=== Begin Enclosure ===
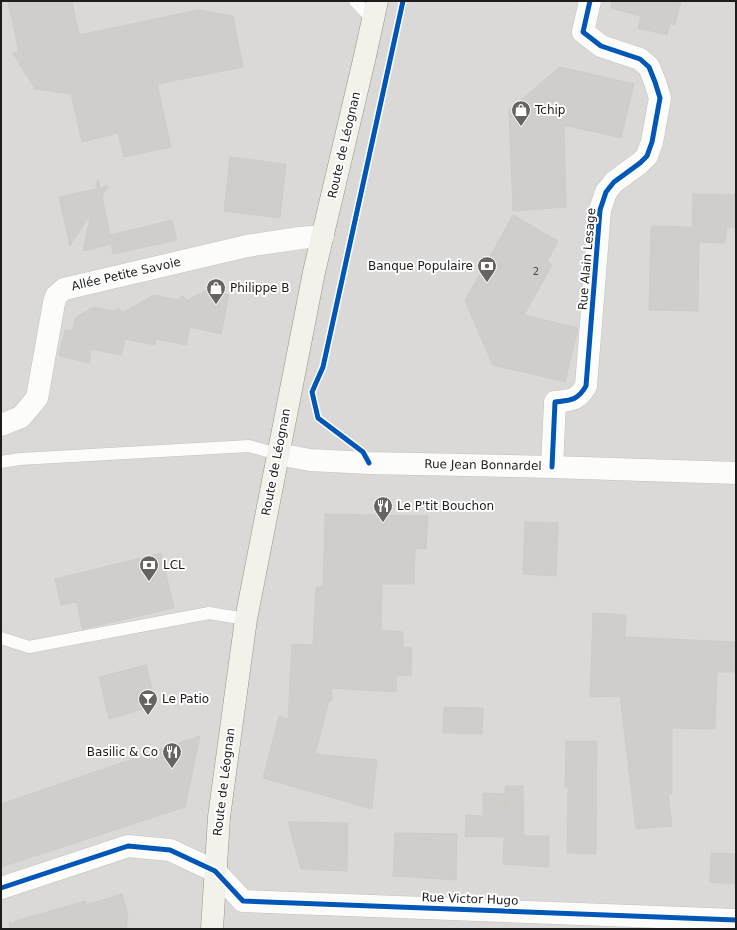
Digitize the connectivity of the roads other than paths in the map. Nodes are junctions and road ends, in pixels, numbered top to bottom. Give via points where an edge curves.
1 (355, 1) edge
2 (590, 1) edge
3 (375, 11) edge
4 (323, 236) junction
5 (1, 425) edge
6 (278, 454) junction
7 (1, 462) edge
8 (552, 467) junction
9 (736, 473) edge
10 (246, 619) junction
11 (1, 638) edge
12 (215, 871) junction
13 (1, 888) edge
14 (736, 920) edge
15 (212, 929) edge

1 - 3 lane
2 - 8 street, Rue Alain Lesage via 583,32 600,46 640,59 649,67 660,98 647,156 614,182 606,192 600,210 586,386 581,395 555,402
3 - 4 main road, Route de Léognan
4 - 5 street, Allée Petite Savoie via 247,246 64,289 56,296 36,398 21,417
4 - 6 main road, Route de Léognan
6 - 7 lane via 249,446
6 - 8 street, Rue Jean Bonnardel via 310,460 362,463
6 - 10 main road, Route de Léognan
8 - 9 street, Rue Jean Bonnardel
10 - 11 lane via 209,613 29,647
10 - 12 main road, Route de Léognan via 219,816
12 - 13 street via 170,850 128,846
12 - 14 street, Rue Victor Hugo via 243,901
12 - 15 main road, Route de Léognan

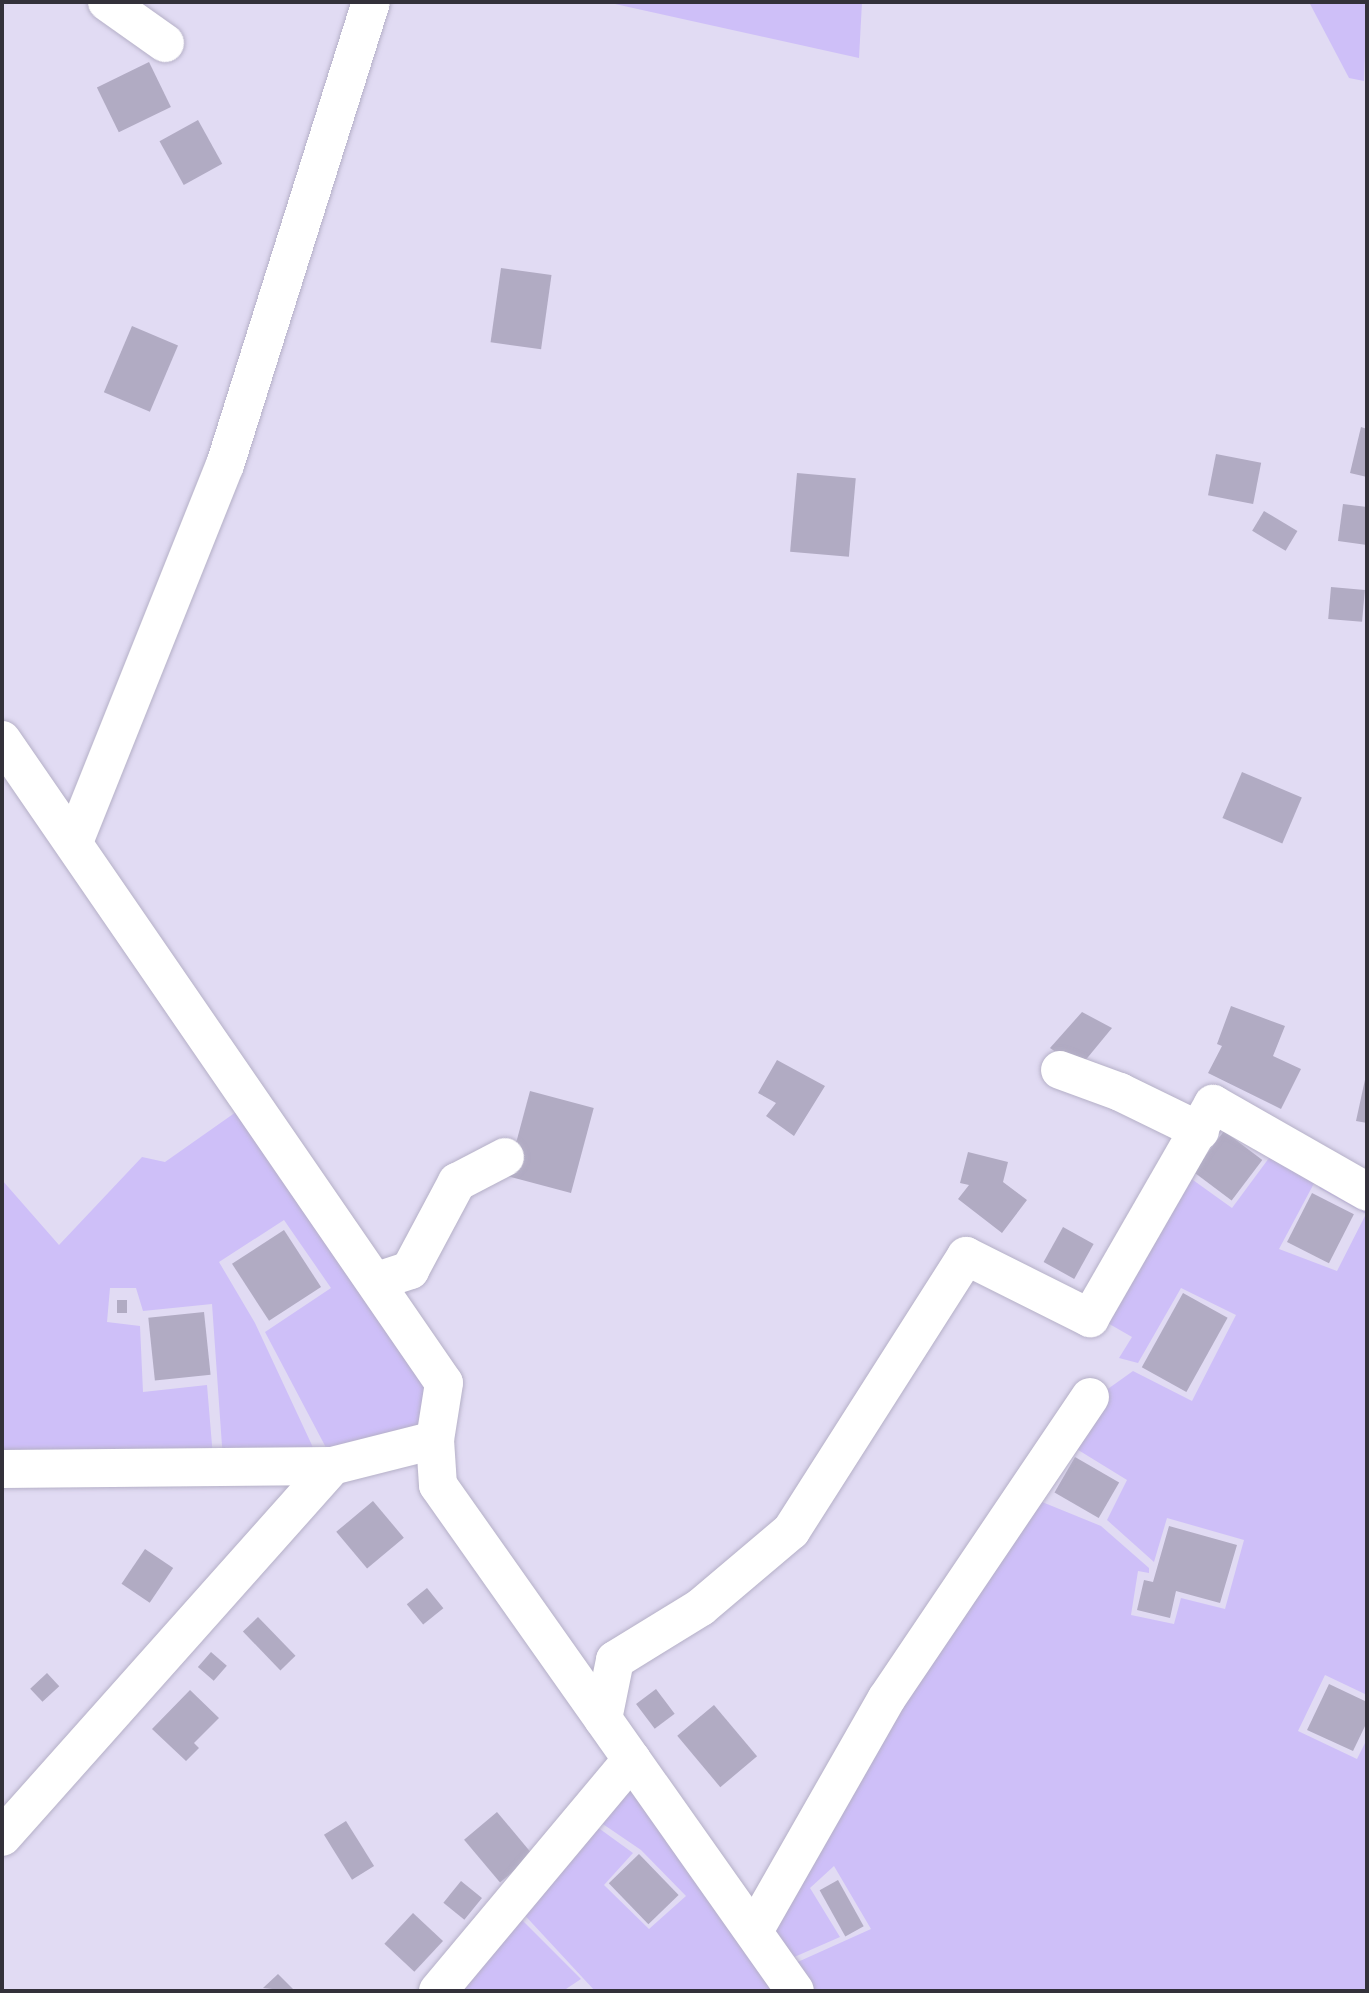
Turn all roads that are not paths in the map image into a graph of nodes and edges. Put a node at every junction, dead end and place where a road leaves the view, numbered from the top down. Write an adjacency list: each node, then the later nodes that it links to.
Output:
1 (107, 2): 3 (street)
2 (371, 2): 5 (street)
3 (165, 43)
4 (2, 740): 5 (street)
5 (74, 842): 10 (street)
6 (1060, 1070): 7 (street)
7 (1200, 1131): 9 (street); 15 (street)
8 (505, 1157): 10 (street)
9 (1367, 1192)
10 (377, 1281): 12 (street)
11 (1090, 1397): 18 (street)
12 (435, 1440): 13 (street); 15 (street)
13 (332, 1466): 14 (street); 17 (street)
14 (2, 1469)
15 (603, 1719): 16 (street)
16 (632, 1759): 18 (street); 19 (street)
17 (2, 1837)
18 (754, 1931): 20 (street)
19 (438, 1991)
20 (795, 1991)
=== End Enclosure ===
=== Begin Enclosure ===
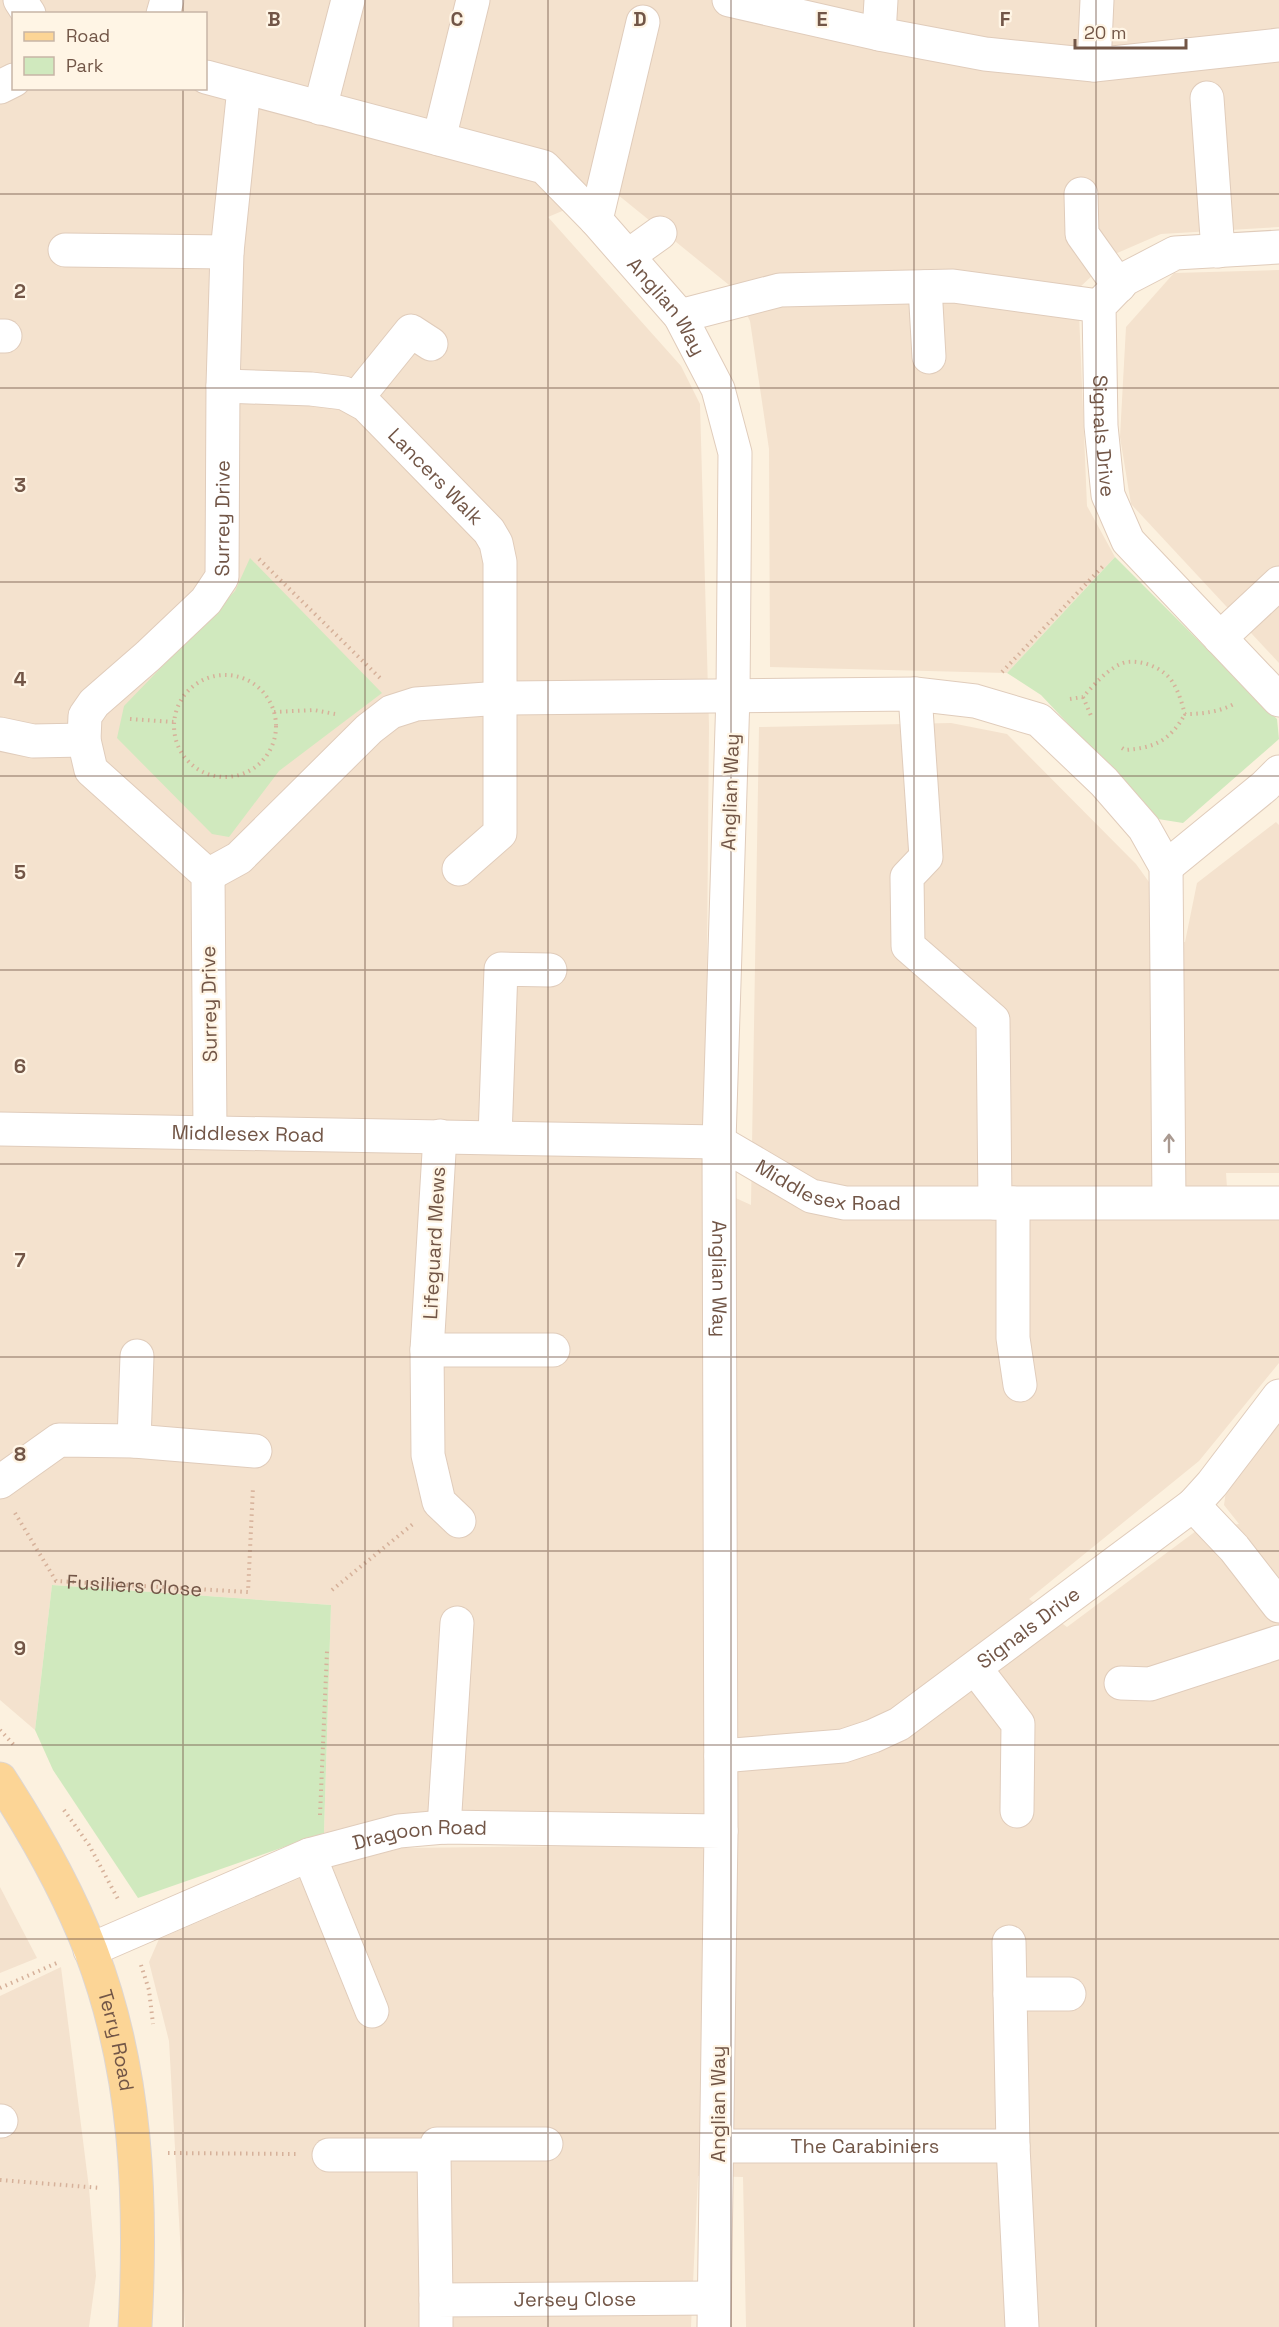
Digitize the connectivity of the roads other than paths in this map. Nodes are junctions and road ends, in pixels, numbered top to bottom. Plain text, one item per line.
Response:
=== End Enclosure ===
=== Begin Enclosure ===
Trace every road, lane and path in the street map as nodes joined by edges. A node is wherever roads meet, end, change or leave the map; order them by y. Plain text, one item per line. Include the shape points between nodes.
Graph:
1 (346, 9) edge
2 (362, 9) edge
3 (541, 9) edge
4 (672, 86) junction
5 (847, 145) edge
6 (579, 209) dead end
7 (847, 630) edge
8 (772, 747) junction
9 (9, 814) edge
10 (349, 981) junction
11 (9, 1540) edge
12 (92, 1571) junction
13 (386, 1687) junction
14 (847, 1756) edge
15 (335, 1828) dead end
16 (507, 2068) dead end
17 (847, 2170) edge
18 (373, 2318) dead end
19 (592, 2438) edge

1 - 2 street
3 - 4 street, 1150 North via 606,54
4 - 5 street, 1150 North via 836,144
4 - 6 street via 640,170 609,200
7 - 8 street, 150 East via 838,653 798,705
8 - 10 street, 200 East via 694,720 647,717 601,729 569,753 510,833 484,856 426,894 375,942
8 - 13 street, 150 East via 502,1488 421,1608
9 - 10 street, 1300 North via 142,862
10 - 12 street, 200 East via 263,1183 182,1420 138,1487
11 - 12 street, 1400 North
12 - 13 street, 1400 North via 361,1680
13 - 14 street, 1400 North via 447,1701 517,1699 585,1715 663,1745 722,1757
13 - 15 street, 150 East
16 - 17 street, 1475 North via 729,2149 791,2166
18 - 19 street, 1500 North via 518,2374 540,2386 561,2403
=== End Enclosure ===
Task description:
Copy every line above in which the string "edges" shows up.

Worked solution:
Turn all roads that are not paths in the map image into a graph of nodes and edges. Put a node at every junction, dead end and place where a road leaves the view, numbered from the top down. Write an adjacency list: each node, then the later nodes that it links to.
Trace every road, lane and path in the street map as nodes joined by edges. A node is wherever roads meet, end, change or leave the map; order them by y. Plain text, one item per line. Include the shape points between nodes.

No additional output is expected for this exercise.